Agora, com a taxa de juro real de 2%, ela parece insuportável.
A verdade é que o magnífico plano de estabilização que
criou o real nunca entregou o que prometeu: uma inflação civilizada e estável
entre 2% a 3% ao ano e a recuperação de um crescimento mais robusto de 5% a 6%.
O culpado, obviamente, não foi o plano. Foi a indisposição dos sucessivos
governos de prosseguirem a sua execução. A estabilização foi vítima do seu
imenso sucesso inicial.
Não é razoável continuar a aceitar pacificamente aquela
inflação, ainda mais quando acompanhada de um crescimento médio do PIB da ordem
de 2,97%. É importante que se aprofunde a discussão de como reduzi-la, ao mesmo
tempo que se aumenta o crescimento econômico. Isso está longe de ser conseguido
apenas pela manipulação da taxa de juros real, e o governo reconhece. Seus
programas, quando maturarem em dois ou três anos, produzirão importantes
efeitos estruturais e um aumento da competitividade.
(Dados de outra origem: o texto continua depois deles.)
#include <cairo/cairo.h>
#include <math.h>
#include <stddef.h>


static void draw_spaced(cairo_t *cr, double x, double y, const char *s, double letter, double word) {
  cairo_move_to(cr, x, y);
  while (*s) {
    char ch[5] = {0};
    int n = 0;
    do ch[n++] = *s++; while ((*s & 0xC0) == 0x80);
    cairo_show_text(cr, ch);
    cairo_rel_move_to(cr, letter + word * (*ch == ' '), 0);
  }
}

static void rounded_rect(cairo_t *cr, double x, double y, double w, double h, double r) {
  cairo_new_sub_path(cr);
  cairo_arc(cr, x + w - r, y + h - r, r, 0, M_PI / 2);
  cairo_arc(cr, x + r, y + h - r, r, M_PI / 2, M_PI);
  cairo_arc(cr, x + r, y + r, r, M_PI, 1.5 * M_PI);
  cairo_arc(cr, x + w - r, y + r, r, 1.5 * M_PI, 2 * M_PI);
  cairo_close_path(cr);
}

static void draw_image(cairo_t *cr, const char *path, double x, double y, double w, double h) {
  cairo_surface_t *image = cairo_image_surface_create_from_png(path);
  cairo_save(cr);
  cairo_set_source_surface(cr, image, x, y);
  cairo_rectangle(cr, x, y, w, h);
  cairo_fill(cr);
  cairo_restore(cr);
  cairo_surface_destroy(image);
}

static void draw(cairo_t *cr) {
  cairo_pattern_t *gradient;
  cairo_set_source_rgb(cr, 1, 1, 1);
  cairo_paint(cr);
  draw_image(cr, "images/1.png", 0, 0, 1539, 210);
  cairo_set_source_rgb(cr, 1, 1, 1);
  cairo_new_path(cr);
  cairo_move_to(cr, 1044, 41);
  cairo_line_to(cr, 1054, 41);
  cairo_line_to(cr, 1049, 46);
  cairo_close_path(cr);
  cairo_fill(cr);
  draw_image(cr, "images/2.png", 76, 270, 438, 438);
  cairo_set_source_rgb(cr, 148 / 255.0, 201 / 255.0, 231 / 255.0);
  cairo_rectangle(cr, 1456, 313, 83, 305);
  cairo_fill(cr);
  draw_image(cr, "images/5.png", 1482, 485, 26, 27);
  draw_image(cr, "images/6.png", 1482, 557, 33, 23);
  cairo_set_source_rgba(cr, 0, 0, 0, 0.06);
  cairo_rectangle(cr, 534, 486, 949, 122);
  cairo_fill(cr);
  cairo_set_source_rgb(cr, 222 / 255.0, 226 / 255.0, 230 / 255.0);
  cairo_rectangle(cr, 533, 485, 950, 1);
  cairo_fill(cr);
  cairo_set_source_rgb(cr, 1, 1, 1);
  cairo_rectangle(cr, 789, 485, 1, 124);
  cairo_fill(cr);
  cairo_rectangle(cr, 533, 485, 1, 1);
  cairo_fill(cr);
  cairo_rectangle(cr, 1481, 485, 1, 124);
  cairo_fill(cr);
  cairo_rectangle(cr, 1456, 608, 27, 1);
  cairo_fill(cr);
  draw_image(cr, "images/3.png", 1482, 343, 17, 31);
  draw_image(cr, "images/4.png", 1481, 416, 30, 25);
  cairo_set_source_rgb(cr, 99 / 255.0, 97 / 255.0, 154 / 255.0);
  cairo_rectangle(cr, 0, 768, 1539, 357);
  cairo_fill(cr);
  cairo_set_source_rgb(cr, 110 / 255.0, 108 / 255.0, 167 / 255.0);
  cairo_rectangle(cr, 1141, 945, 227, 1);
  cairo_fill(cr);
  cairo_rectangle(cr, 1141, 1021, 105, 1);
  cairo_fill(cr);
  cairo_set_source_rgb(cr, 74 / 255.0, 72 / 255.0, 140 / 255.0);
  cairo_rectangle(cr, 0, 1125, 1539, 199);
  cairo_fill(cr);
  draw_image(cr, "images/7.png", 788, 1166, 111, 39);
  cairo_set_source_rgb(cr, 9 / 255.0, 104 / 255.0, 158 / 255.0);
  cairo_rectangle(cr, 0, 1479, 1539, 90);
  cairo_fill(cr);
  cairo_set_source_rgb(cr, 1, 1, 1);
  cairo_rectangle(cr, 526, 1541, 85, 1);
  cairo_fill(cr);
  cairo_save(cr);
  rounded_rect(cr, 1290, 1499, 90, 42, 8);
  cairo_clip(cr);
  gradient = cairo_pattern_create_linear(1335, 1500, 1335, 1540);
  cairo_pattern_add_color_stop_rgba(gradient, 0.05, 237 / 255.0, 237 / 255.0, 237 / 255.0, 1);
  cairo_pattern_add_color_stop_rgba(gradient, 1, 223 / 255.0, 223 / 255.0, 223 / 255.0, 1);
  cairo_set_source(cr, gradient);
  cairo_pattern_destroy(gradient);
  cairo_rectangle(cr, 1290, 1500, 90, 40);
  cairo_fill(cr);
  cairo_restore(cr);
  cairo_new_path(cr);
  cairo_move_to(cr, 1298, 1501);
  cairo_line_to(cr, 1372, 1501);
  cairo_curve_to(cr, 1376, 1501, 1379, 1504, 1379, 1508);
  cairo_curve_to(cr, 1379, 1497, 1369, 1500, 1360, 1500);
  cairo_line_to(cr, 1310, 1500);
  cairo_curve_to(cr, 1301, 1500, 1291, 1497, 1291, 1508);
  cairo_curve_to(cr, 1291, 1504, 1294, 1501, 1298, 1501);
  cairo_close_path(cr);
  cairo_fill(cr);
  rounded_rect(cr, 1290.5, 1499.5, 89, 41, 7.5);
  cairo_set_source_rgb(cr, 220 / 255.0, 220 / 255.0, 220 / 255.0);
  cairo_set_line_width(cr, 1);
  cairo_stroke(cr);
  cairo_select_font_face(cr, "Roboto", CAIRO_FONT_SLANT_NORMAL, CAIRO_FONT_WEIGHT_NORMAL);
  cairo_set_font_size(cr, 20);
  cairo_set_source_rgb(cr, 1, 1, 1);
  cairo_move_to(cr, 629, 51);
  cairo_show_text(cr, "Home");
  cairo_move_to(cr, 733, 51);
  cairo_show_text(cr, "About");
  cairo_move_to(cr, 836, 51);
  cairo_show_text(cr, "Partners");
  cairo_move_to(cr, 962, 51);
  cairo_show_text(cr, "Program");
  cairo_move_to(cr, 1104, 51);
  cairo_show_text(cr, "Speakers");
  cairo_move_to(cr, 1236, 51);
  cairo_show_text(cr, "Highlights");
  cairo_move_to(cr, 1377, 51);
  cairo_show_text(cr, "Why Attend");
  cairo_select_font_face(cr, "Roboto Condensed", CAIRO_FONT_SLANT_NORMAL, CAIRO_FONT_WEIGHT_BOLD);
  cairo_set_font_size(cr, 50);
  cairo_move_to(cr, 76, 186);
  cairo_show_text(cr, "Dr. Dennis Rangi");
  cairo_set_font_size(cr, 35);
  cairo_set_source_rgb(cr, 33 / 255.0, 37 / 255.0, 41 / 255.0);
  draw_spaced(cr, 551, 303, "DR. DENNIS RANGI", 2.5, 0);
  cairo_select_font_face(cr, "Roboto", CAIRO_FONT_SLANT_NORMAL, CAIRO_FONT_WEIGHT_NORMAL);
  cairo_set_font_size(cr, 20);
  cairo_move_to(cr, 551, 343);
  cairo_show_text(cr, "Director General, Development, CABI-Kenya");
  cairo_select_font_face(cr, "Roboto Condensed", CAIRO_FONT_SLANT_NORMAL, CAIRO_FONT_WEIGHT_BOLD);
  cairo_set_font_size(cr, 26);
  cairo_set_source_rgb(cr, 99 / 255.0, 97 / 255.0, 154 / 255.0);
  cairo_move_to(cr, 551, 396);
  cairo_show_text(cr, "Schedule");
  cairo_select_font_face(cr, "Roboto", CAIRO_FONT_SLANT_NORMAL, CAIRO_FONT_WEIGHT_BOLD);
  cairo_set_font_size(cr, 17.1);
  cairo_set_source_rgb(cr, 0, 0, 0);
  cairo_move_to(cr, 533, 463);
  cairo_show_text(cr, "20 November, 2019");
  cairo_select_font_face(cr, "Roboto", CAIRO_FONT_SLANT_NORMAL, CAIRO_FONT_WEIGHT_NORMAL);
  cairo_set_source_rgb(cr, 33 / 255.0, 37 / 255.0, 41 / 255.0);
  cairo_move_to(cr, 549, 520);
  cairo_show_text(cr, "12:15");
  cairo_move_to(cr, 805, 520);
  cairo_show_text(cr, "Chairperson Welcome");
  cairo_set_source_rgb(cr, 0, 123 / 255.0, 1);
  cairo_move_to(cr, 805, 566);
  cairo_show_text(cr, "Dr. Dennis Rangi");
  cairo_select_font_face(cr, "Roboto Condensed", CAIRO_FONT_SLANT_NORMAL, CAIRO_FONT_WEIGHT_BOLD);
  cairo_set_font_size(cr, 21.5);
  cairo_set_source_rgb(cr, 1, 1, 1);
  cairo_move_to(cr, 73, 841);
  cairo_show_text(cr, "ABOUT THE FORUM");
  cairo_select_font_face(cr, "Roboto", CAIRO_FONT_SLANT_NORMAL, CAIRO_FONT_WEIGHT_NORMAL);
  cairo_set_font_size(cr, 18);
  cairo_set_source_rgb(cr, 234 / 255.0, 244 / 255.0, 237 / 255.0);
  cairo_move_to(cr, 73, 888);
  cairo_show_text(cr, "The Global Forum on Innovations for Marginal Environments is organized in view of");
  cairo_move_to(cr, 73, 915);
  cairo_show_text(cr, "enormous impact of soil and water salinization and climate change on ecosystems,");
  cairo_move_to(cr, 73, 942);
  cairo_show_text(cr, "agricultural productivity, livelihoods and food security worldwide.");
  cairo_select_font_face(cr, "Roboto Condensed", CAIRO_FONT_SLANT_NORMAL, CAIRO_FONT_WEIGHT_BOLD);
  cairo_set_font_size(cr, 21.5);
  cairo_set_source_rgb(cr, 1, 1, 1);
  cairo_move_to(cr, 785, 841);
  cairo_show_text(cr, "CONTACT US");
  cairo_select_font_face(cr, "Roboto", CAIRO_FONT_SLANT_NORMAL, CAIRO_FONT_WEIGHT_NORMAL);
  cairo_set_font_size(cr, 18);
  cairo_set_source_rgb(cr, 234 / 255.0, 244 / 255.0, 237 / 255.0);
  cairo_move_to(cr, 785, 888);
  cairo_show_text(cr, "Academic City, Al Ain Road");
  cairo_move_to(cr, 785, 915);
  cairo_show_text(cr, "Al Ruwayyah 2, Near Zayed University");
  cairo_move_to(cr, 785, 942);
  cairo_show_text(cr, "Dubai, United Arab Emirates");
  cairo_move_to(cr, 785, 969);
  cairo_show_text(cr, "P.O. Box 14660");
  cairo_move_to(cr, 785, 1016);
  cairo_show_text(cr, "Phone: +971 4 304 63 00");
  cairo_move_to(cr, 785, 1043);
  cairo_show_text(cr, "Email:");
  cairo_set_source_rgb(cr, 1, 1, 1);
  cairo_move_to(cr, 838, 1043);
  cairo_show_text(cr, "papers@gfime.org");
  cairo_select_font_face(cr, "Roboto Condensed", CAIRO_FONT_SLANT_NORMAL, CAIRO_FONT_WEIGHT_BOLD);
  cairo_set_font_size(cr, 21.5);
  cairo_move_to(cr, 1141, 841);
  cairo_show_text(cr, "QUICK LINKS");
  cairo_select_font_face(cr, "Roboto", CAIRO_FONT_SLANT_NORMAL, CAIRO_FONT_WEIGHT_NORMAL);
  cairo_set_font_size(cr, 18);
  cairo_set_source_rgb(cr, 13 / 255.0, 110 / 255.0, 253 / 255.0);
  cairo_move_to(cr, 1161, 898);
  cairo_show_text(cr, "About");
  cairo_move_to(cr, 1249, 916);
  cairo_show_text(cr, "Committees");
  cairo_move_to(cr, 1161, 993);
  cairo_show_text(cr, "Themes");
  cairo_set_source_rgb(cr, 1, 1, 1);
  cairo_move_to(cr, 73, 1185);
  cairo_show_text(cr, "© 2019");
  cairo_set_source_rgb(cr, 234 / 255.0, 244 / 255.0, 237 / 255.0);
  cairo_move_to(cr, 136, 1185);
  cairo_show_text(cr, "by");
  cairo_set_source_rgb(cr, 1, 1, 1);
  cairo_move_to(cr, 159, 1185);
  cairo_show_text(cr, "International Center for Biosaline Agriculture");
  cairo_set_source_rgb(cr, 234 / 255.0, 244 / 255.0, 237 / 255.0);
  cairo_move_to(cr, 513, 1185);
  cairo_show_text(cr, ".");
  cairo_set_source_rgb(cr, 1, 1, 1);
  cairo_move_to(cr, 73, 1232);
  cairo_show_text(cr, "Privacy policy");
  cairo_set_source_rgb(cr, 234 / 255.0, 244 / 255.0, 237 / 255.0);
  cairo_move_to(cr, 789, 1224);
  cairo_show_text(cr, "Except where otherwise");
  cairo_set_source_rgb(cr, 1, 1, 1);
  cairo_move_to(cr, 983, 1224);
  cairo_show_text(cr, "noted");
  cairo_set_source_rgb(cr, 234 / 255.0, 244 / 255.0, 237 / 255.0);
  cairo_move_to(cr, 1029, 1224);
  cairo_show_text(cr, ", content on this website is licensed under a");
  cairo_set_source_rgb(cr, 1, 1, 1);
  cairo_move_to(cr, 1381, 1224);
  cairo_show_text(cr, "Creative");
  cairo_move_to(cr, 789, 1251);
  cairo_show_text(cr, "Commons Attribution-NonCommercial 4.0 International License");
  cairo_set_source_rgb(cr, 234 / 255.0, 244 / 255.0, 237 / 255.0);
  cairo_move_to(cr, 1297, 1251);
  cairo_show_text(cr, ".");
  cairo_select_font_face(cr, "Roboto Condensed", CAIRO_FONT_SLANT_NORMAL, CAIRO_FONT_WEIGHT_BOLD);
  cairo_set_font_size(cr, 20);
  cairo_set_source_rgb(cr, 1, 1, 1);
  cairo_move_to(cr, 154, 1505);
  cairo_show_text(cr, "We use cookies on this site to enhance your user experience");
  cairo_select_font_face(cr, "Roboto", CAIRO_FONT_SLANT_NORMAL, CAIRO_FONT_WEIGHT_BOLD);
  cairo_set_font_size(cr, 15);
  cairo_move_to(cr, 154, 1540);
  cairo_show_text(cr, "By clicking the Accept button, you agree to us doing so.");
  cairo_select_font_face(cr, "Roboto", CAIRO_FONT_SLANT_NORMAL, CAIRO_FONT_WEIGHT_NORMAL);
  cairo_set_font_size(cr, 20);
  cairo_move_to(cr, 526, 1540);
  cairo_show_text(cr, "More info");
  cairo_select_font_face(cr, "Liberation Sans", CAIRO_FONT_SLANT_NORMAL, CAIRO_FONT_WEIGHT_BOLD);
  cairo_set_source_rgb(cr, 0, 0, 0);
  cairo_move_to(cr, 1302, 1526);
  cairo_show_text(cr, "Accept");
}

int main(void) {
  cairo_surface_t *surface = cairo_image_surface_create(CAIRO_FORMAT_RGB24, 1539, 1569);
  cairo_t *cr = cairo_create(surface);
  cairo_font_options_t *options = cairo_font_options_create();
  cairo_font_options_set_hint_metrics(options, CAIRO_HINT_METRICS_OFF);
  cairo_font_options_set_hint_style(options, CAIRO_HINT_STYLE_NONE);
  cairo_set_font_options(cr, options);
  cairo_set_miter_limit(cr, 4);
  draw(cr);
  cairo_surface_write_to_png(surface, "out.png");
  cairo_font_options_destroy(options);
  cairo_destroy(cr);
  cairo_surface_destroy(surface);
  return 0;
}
A consciência da autoridade monetária sobre a
complexidade do nosso problema inflacionário é claramente revelada em um
apêndice daquele relatório que analisa evidências sobre a relação entre salário
e inflação no Brasil, onde se conclui que reajustes salariais acima dos ganhos
de produtividade tendem a gerar pressões inflacionárias. Em outras palavras, se
desejamos reduzir a inflação sem aumentar o desemprego é preciso moderar os
aumentos salariais aos da produtividade do trabalho.
Não é possível descartar a hipótese de que a inflação,
potencialmente, retroalimenta a dinâmica dos salários por meio de mecanismos
normais e informais de indexação (ainda que, aparentemente, não se tenha feito
um teste da direção de causalidade).
Os aumentos salariais incompatíveis com a reposição da
inflação e com o crescimento do PIB per capita têm impacto significativo e
persistente no comportamento dos preços, particularmente no setor de serviços.
A propagação das pressões inflacionárias oriundas do
mercado de trabalho depende da postura da política monetária. Em outros termos,
essa deve impedir, pelo aumento da taxa de juro real, a criação de um viés
inflacionário.
É tempo de flexibilizarmos o mercado de trabalho sem
violar os direitos constitucionais dos trabalhadores, se quisermos ter no longo
prazo uma taxa de inflação civilizada e um crescimento mais robusto.